Waiting to Surface, by Emily Listfield. According to Sarah Towers's review, the events of this novel, in which the husband of a magazine editor goes missing, mirror as yet unresolved events in the author's life. One's suspicion that it is too soon for Ms Listfield to tackle her story in fiction is confirmed by the review.
Sadly, Listfield (the author of five previous novels) may be too close to this material. Instead of laying bare Sarah’s painful emotions, she tends to fall back on flatly expositional dialogue (“Sarah, you’ll always miss Todd. But that doesn’t mean you shouldn’t get on with your life”) and overreaching metaphors: “She felt herself dancing on the lip of a bottomless pit, teetering, every muscle, every fiber spent from the effort it took to keep from falling in, where there was only blackness, that night without end, a life without finality, without answers.”

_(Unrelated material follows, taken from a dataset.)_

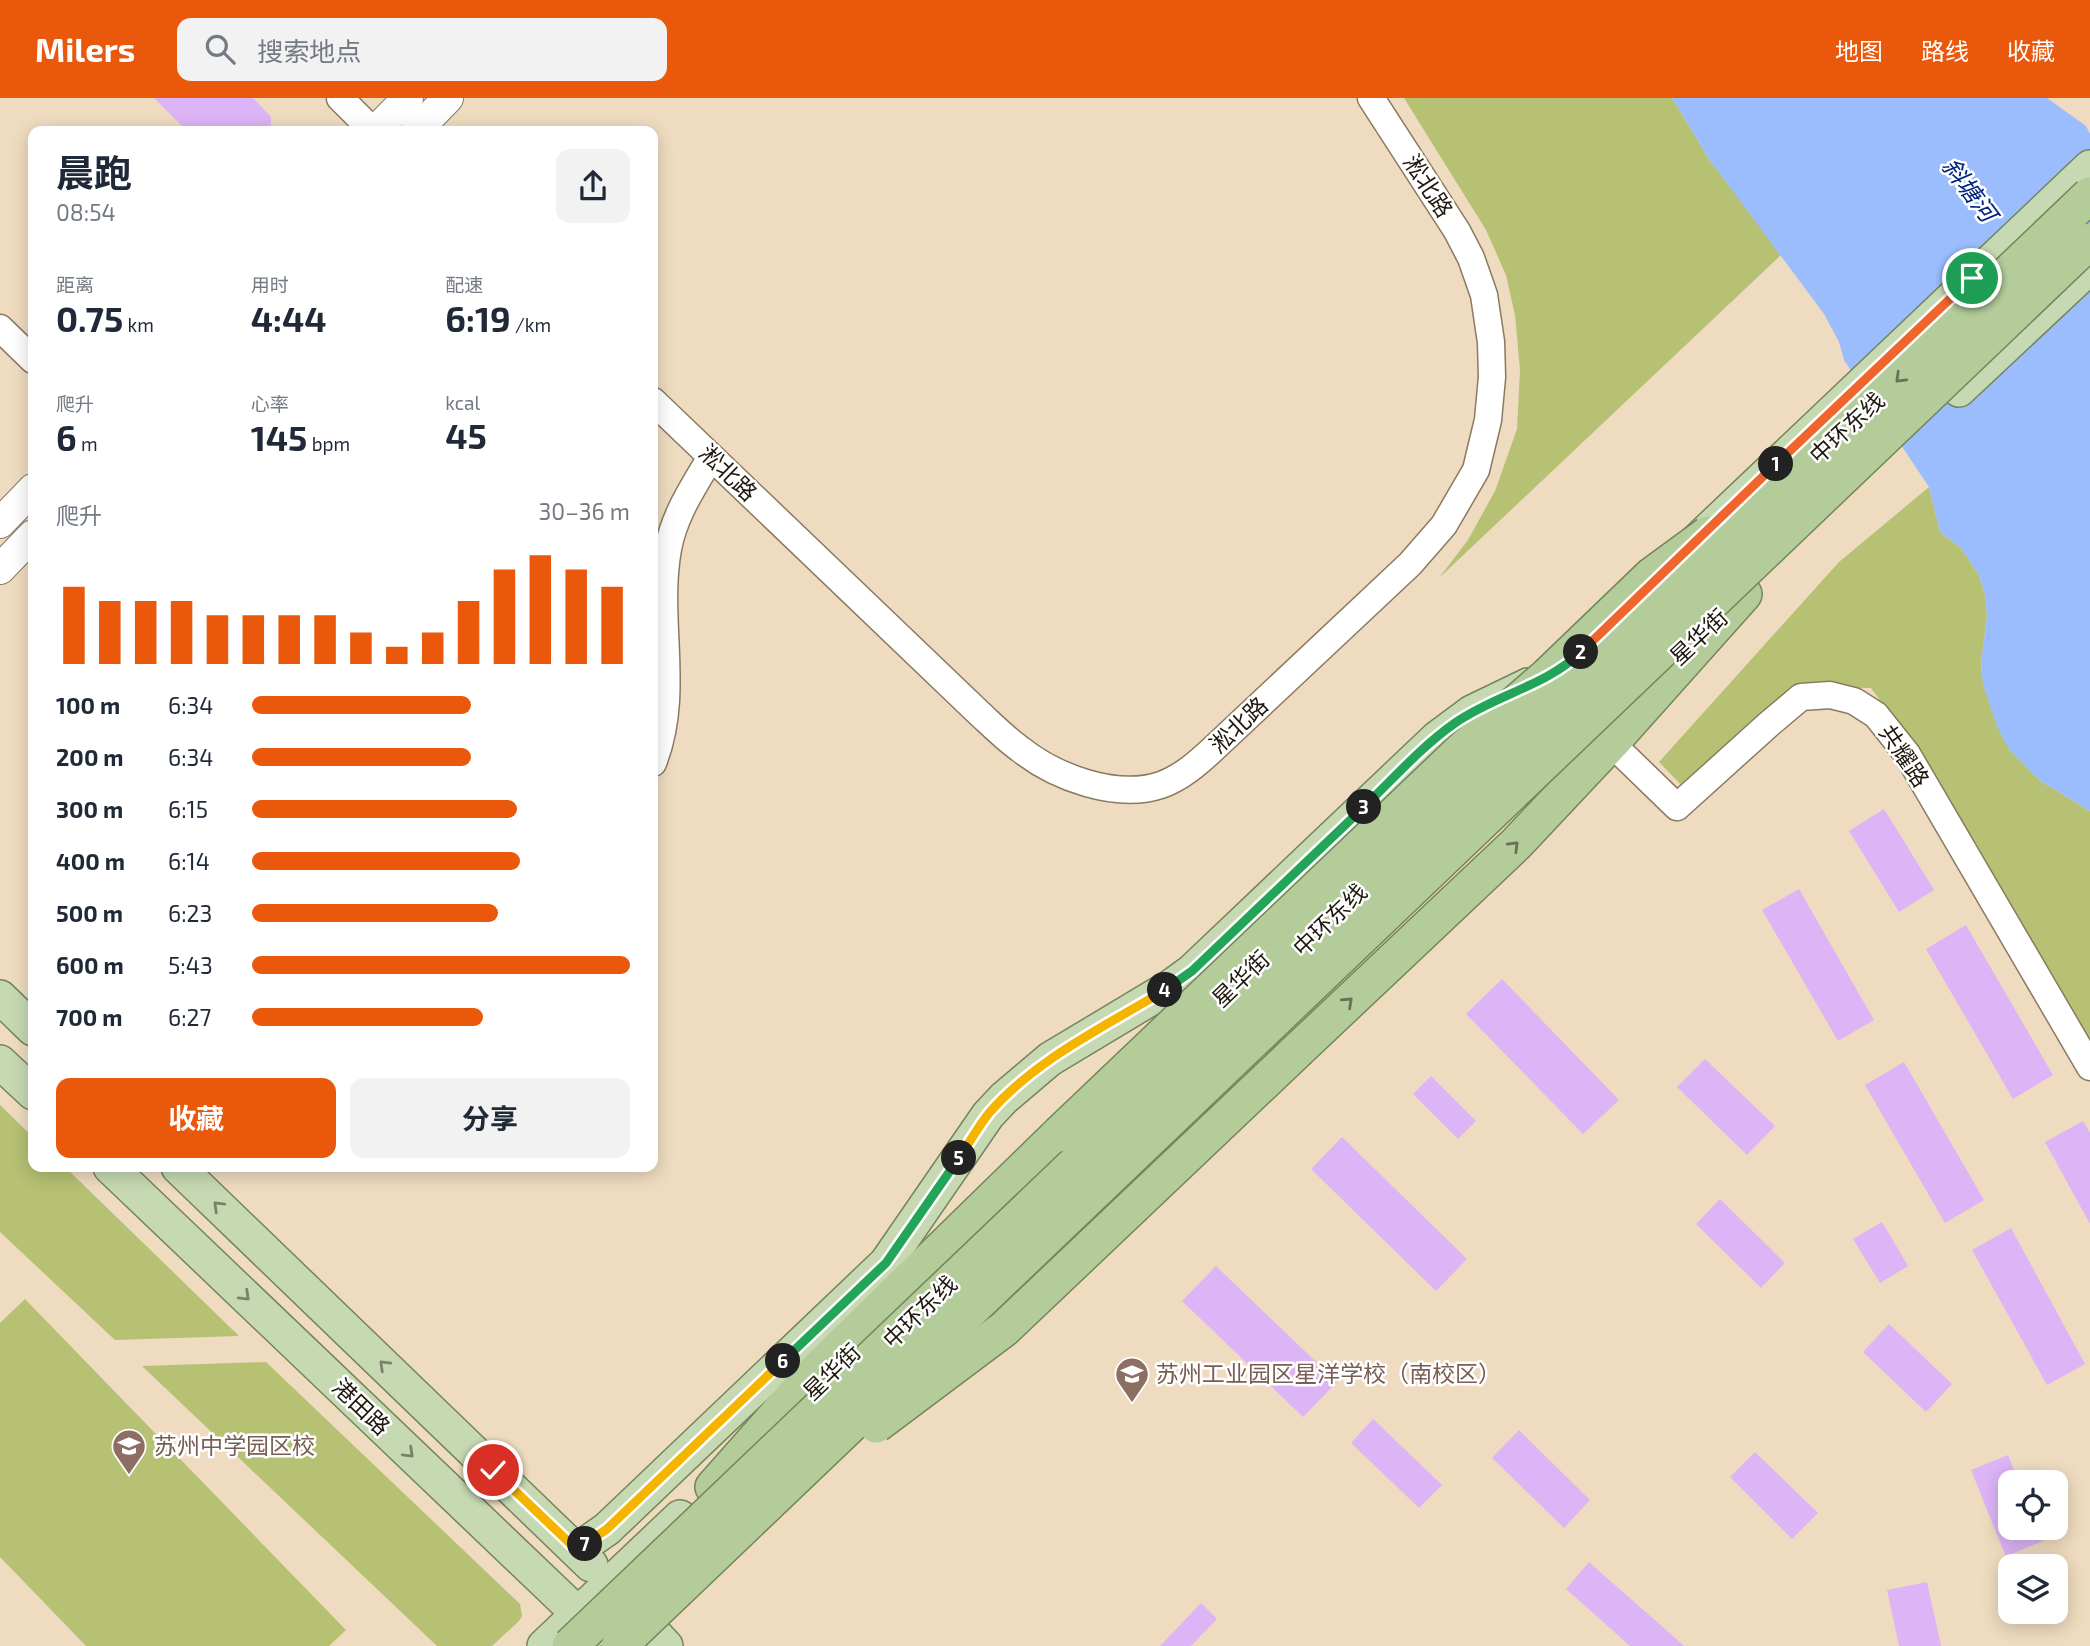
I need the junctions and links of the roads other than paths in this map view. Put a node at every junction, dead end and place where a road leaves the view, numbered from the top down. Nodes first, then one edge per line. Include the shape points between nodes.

Throughout, we’re kept at too great a distance. Sarah’s guilt, anger, sadness and fear remain abstract nouns rather than viscerally felt states of being. Listfield’s impulse to put into language the sickening sensation of not knowing is a worthy one. But it’s very difficult to achieve, particularly when her need to explain overpowers the reader’s ability to connect with the experience itself.
God and Gold: Britain, America, and the Making of the Modern World, by Walter Russell Mead. Johann Hari's mixed review winds up dismissing this book in a passage of fatal economy.

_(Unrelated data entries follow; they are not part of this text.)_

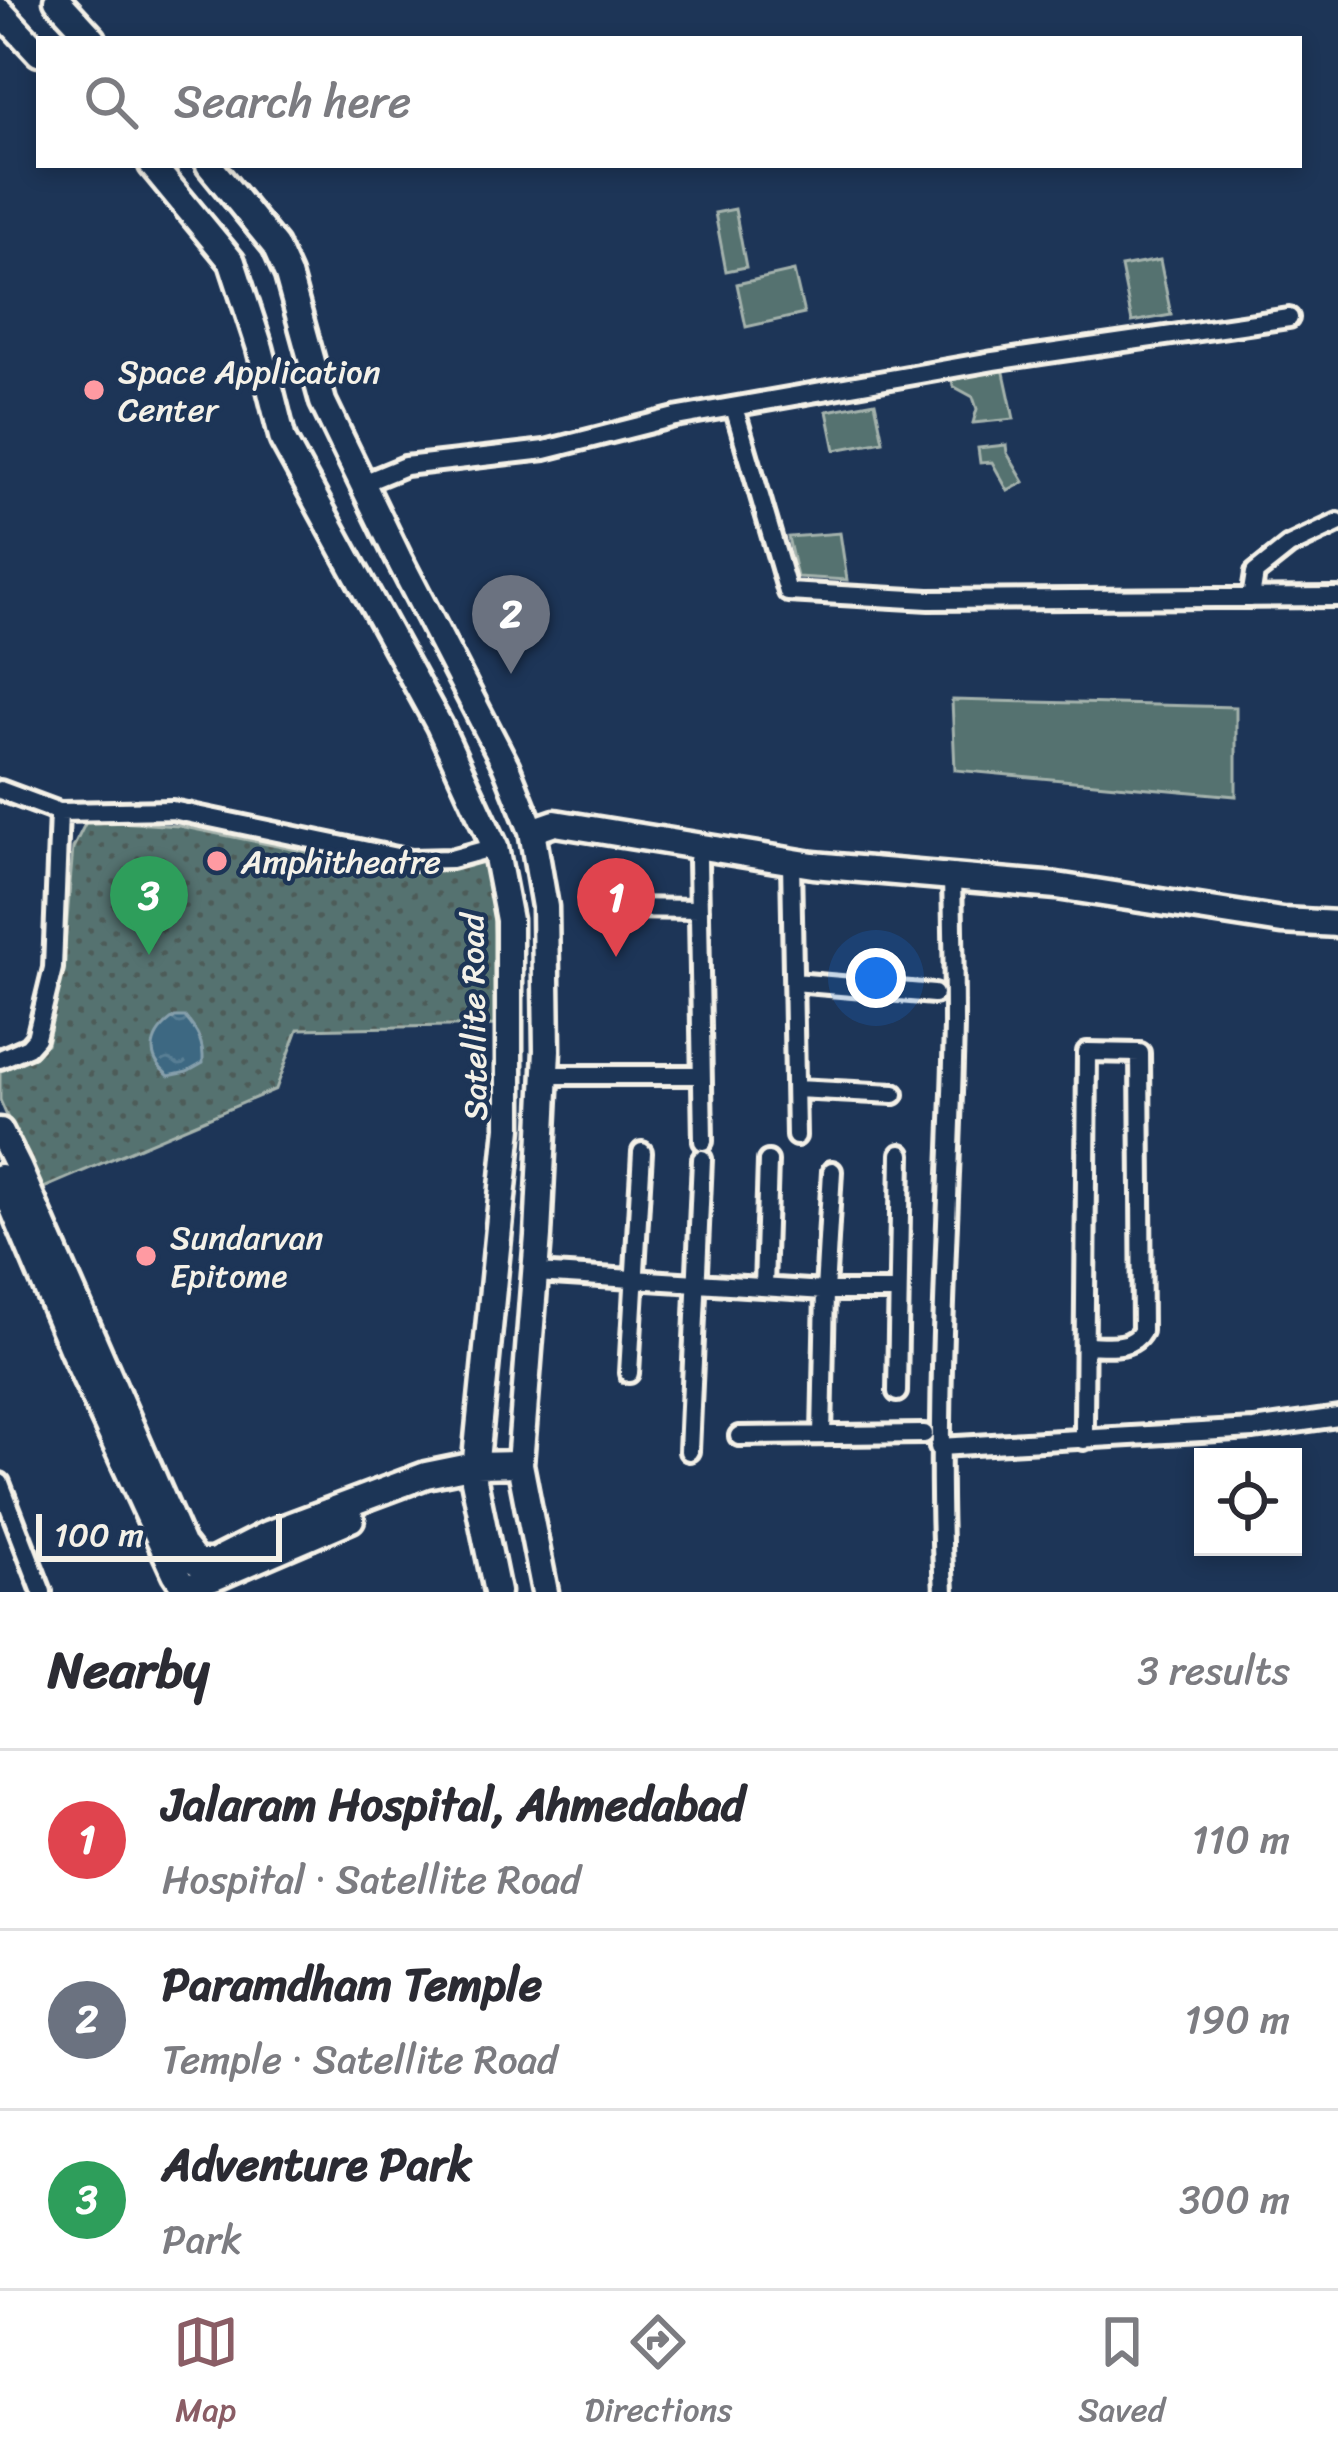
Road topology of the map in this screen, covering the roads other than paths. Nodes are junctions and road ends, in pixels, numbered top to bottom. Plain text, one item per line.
1 (57, 0) edge
2 (0, 11) edge
3 (90, 36) edge
4 (36, 50) edge
5 (154, 168) edge
6 (211, 168) edge
7 (1289, 318) dead end
8 (734, 407) junction
9 (361, 484) junction
10 (1338, 523) edge
11 (1338, 597) edge
12 (1251, 598) junction
13 (0, 790) edge
14 (59, 812) junction
15 (532, 831) junction
16 (495, 848) junction
17 (698, 860) dead end
18 (791, 862) junction
19 (952, 877) junction
20 (621, 908) dead end
21 (699, 909) junction
22 (1338, 924) edge
23 (794, 982) junction
24 (934, 994) dead end
25 (0, 1059) edge
26 (701, 1075) junction
27 (545, 1076) junction
28 (796, 1088) junction
29 (894, 1094) dead end
30 (0, 1131) edge
31 (796, 1136) dead end
32 (641, 1151) dead end
33 (901, 1154) dead end
34 (768, 1160) dead end
35 (832, 1171) dead end
36 (0, 1177) edge
37 (536, 1273) junction
38 (634, 1279) junction
39 (698, 1283) junction
40 (764, 1287) junction
41 (825, 1291) junction
42 (897, 1291) junction
43 (1084, 1345) junction
44 (629, 1373) dead end
45 (897, 1392) dead end
46 (1338, 1417) edge
47 (924, 1433) dead end
48 (822, 1435) junction
49 (739, 1436) dead end
50 (1084, 1440) junction
51 (939, 1447) junction
52 (689, 1451) dead end
53 (520, 1471) junction
54 (474, 1473) junction
55 (0, 1483) edge
56 (196, 1562) junction
57 (176, 1588) edge
58 (42, 1592) edge
59 (496, 1592) edge
60 (545, 1592) edge
61 (944, 1592) edge

1 - 3 main road
2 - 4 main road
5 - 16 main road, Satellite Road
6 - 9 main road, Satellite Road
7 - 8 street
8 - 9 street
8 - 12 street
9 - 15 main road, Satellite Road
10 - 12 street
11 - 12 street
13 - 14 street
14 - 16 street
14 - 25 street
15 - 18 main road
15 - 27 main road, Satellite Road
16 - 54 main road, Satellite Road
17 - 21 street
18 - 19 main road
18 - 23 street
19 - 22 main road
19 - 51 street
20 - 21 street
21 - 26 street
23 - 24 street
23 - 28 street
26 - 27 street
26 - 39 street
27 - 37 main road, Satellite Road
28 - 29 street
28 - 31 street
30 - 56 main road
32 - 38 street
33 - 42 street
34 - 40 street
35 - 41 street
36 - 57 main road
37 - 38 street
37 - 53 main road, Satellite Road
38 - 39 street
38 - 44 street
39 - 40 street
39 - 52 street
40 - 41 street
41 - 42 street
41 - 48 street
42 - 45 street
43 - 43 street
43 - 50 street
46 - 50 street
47 - 48 street
48 - 49 street
50 - 51 street
51 - 61 street
53 - 54 main road
53 - 60 main road, Satellite Road
54 - 56 main road
54 - 57 main road
54 - 59 main road, Satellite Road
55 - 58 street
56 - 57 street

Then comes the most surprising omission. A book written today, calling for the United States to become a self-conscious empire, surely has to reckon with the hemorrhaging of American power in Iraq. Yet the reader waits — and waits. Iraq is first mentioned as a target for America’s critics. It takes Mead 362 pages before he notes that the war has brought “untold grief and pain to innocent victims.” Iraq does not, it seems, have strategic implications worth discussing at any length. The United States should continue to attempt to rule the world, regardless of its inability to rule one collapsing country.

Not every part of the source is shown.